Question

The levels of mercury in two different bodies of water are rising. In one body of water the initial measure of mercury is 0.05 parts per billion (ppb) and is rising at a rate of 0.1 ppb each year. In the second body of water the initial measure is 0.12 ppb and the rate of increase is 0.06 ppb each year.

Which equation can be used to find y, the year in which both bodies of water have the same amount of mercury?

Answer 1

C 0.05+0.1y=0.12+0.06y

Explanation:

Answer 2

0.05 + 0.1y = 0.12 + 0.06y

Explanation:

Here, we want to find y which is the heat in which the amount of mercury in each of the water bodies is same.
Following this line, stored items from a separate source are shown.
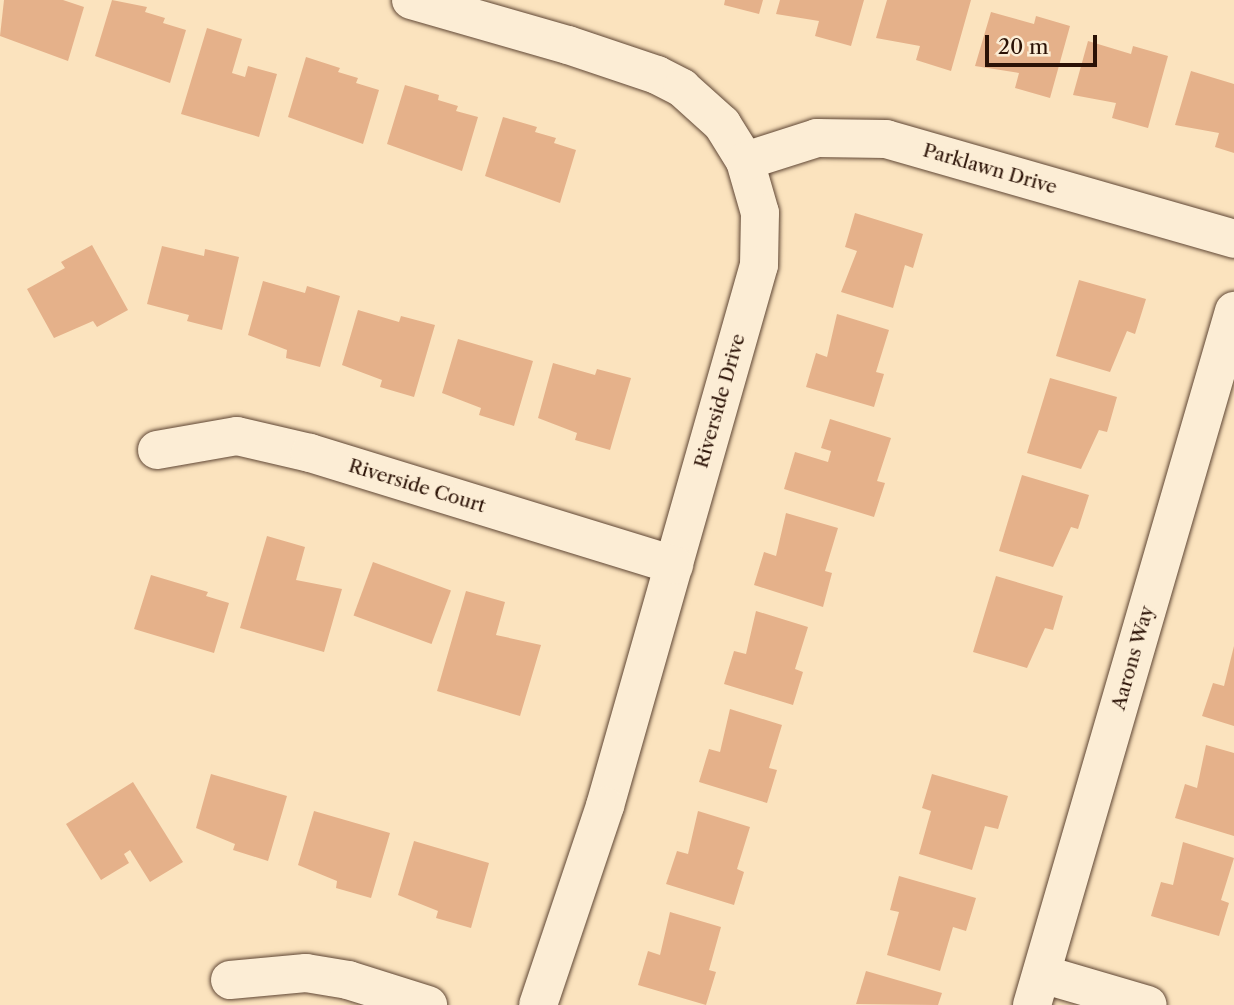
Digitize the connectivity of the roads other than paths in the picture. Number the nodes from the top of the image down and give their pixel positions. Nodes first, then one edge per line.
1 (411, 0) edge
2 (745, 161) junction
3 (1234, 239) edge
4 (1234, 311) edge
5 (157, 450) dead end
6 (674, 565) junction
7 (230, 980) dead end
8 (1037, 989) edge
9 (428, 1005) edge
10 (538, 1005) edge
11 (1148, 1005) edge

1 - 2 street, Riverside Drive
2 - 3 street, Parklawn Drive
2 - 6 street, Riverside Drive
4 - 8 street, Aarons Way
5 - 6 street, Riverside Court
6 - 10 street, Riverside Drive
7 - 9 street
8 - 11 street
Now for the first water body:

Initial is 0.05 ppb and after y years, we have a rise of 0.1 * y = 0.1y ppb

So the amount of mercury in ppb after y years would be; 0.05 + 0.1y

For the second water body;

Initial is 0.12 and a rise of 0.06 ppb per year for y years. The rise would be 0.06 * y = 0.06y

So total amount of mercury here is 0.12 + 0.06y

So to find y which is the year the amount of mercury in each water body is same, we simple equate both and that would be;

0.05 + 0.1y = 0.12 + 0.06y